# [Your instructions]
Copy every line of the records below that holds the word "Village".

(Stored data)
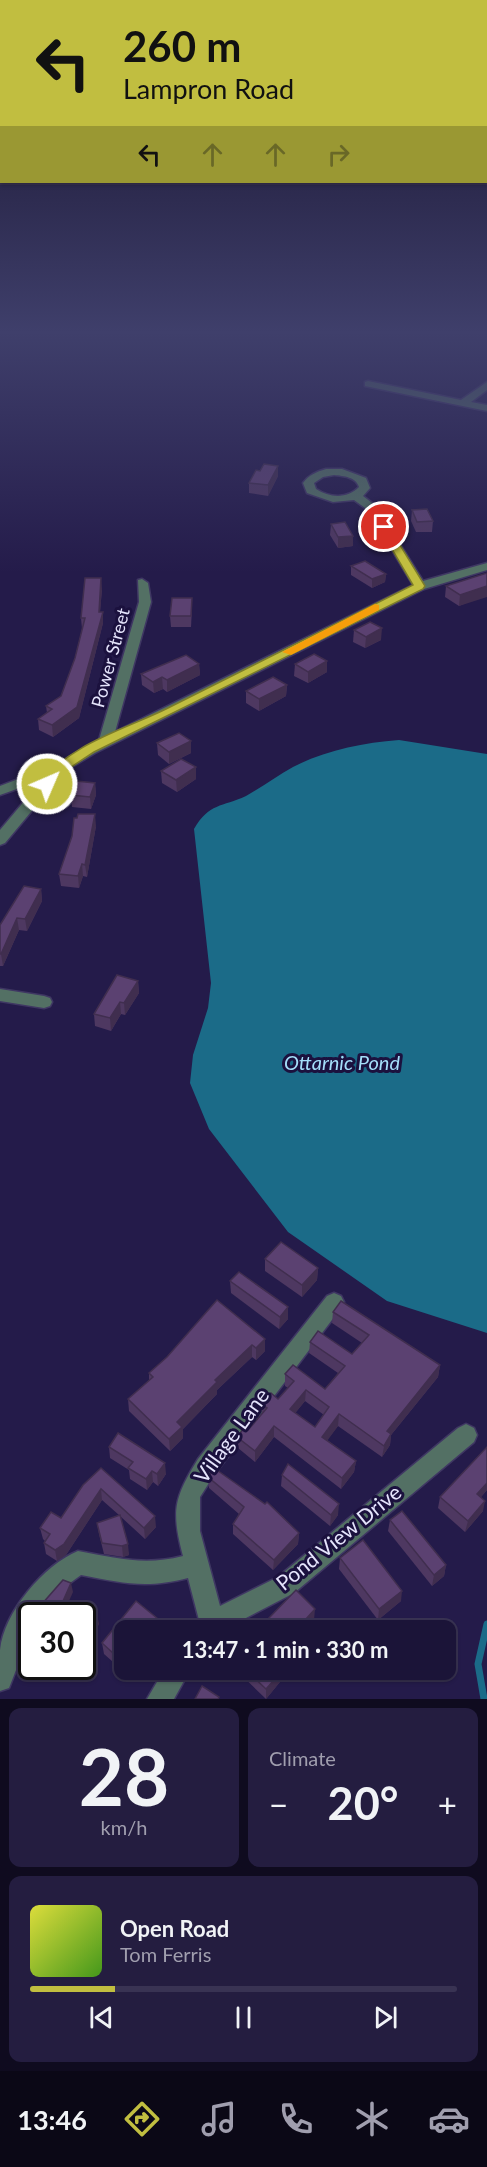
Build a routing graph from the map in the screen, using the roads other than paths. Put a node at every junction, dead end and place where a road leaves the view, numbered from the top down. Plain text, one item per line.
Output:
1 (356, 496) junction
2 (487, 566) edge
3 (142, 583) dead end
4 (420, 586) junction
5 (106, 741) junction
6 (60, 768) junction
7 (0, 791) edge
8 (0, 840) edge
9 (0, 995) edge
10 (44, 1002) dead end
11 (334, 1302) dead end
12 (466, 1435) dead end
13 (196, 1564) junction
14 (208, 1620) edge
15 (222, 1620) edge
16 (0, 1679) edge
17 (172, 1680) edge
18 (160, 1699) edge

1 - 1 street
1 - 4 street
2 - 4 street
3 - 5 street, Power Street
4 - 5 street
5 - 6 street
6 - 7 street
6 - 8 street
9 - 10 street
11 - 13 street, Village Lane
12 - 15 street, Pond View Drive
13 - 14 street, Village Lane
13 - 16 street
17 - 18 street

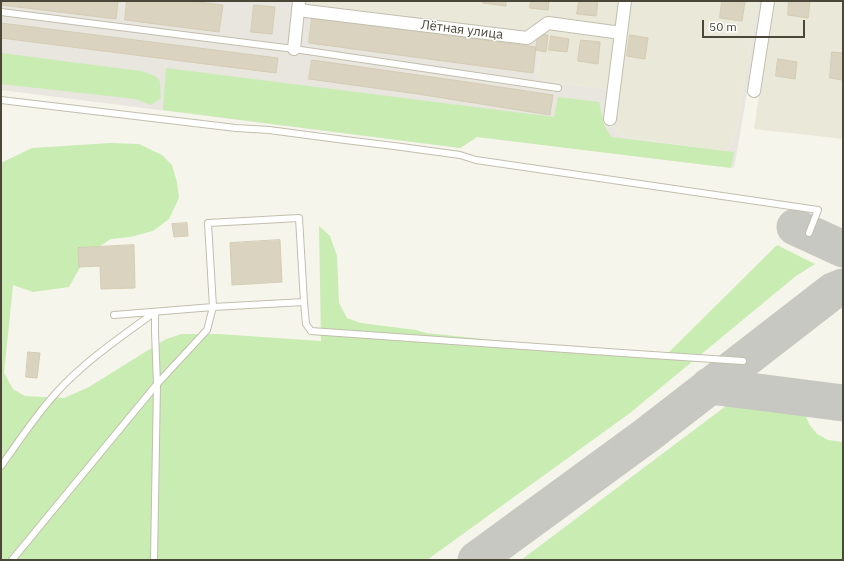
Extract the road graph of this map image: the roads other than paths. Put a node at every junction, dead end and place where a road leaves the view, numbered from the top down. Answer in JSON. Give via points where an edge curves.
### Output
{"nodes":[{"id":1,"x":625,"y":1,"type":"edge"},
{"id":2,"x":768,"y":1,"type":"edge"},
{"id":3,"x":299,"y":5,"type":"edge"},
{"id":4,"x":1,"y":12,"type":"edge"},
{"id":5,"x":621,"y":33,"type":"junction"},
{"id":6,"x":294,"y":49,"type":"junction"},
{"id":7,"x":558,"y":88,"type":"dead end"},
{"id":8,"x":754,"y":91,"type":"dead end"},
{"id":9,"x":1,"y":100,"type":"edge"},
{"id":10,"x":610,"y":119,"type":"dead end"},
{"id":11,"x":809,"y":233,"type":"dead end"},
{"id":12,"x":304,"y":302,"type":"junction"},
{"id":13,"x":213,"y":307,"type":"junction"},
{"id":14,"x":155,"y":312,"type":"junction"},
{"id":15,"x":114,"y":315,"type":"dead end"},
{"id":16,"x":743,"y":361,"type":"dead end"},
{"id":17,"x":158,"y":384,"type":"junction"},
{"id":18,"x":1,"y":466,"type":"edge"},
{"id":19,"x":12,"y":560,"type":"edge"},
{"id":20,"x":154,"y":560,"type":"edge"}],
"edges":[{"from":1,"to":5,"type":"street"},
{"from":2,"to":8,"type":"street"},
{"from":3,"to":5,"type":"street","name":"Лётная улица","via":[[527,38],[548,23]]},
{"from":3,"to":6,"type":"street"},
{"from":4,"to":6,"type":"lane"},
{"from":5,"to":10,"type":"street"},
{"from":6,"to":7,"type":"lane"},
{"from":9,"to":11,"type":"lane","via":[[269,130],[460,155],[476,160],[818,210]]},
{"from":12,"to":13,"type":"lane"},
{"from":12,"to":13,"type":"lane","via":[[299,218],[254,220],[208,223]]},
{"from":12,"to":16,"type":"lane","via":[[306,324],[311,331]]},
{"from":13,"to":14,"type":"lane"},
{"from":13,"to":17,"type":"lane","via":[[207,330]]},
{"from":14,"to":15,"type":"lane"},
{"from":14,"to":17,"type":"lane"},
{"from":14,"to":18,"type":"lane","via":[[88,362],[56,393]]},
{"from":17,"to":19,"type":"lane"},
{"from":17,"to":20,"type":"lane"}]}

# [Problem solution]
11 - 13 street, Village Lane
13 - 14 street, Village Lane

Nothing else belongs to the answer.